TASK PROMPT
Your answer should consist of all lines in the listing that hold the word "image".

=== DATA RECORDS ===

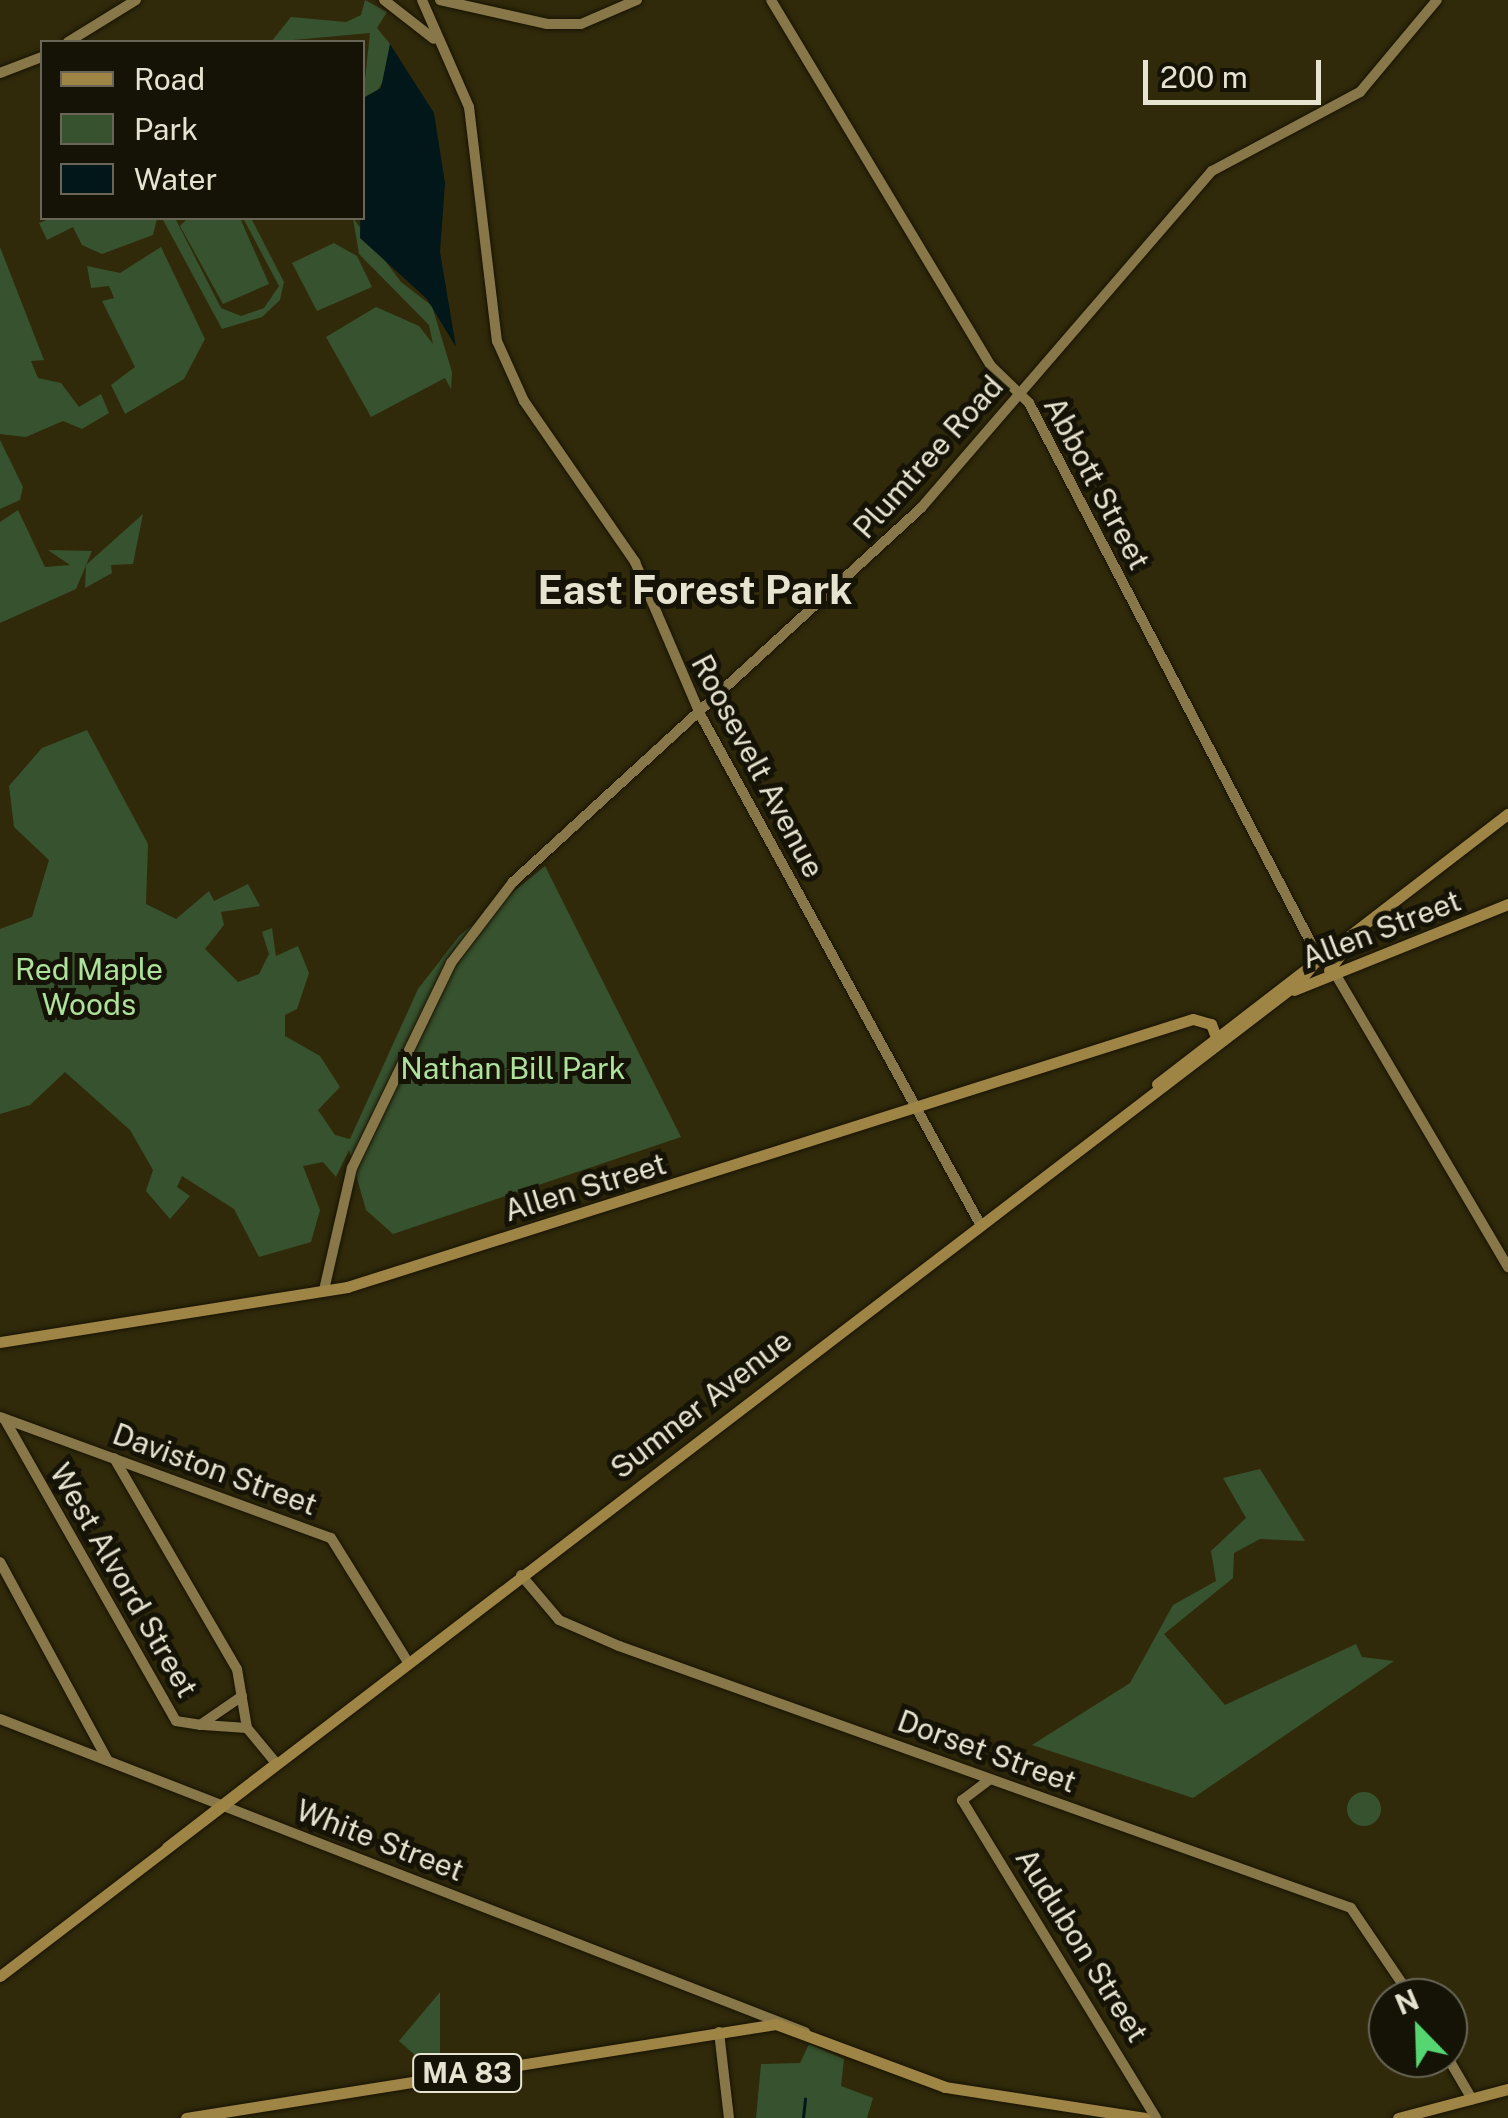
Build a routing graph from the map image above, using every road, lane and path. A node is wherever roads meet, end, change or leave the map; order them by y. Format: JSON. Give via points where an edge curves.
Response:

===
=== DATA RECORDS ===

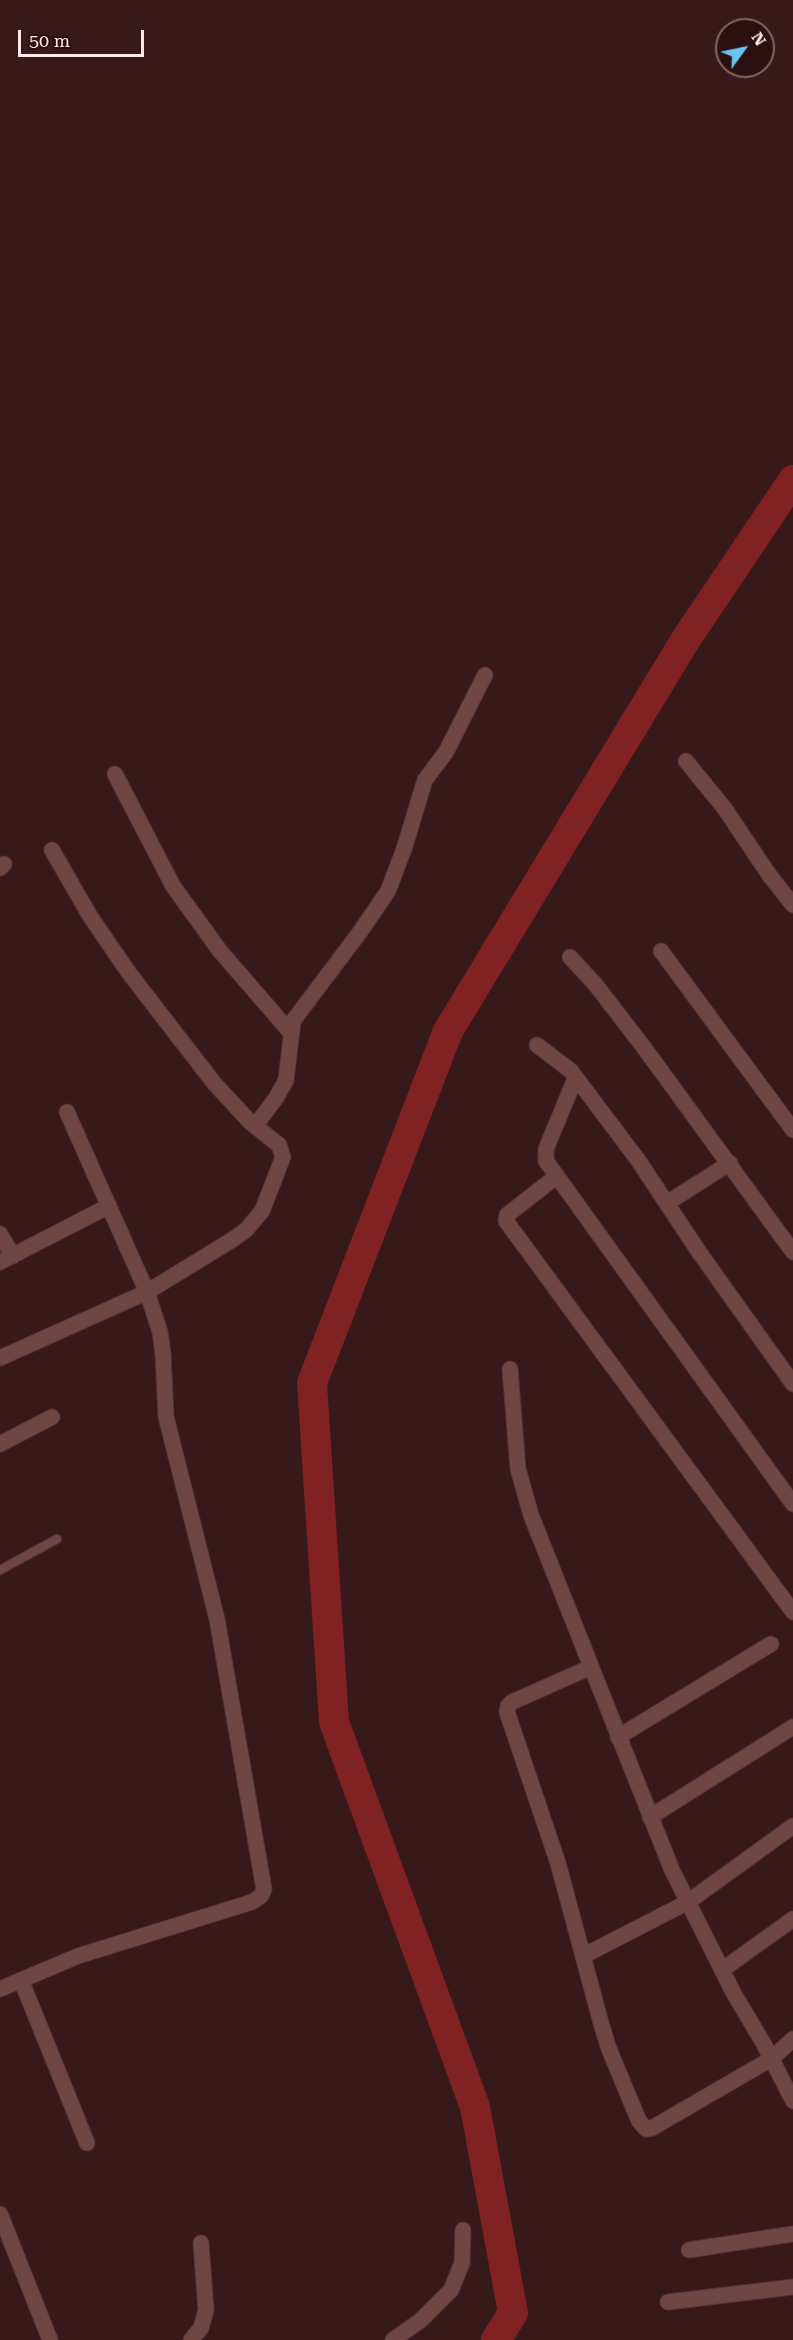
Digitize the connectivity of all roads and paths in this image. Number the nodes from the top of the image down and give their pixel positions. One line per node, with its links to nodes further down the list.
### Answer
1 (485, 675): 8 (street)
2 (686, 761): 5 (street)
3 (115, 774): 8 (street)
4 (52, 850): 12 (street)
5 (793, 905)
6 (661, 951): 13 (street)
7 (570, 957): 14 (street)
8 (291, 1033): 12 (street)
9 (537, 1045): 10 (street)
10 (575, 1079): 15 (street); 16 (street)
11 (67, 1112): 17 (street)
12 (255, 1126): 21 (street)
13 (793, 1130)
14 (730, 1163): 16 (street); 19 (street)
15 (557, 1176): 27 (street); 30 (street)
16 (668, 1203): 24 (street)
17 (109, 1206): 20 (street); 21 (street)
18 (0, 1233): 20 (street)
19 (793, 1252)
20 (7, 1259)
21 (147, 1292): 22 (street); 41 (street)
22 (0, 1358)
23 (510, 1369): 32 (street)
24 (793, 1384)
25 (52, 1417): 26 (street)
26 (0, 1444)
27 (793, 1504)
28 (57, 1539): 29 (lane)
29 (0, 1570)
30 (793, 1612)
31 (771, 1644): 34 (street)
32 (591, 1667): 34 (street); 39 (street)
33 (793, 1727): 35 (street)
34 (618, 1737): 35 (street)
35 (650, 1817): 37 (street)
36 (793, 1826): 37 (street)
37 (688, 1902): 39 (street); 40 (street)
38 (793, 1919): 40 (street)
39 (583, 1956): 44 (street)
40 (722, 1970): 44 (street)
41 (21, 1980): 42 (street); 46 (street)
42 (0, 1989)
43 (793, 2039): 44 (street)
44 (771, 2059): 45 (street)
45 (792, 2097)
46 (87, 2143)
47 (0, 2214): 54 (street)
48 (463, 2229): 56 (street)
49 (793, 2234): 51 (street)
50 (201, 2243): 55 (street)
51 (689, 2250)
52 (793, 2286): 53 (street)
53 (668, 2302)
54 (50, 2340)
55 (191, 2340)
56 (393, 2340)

===

TASK ANSWER
Build a routing graph from the map image above, using every road, lane and path. A node is wherever roads meet, end, change or leave the map; order them by y. Format: JSON. Give via points where an edge curves.
Digitize the connectivity of all roads and paths in this image. Number the nodes from the top of the image down and give their pixel positions. One line per node, with its links to nodes further down the list.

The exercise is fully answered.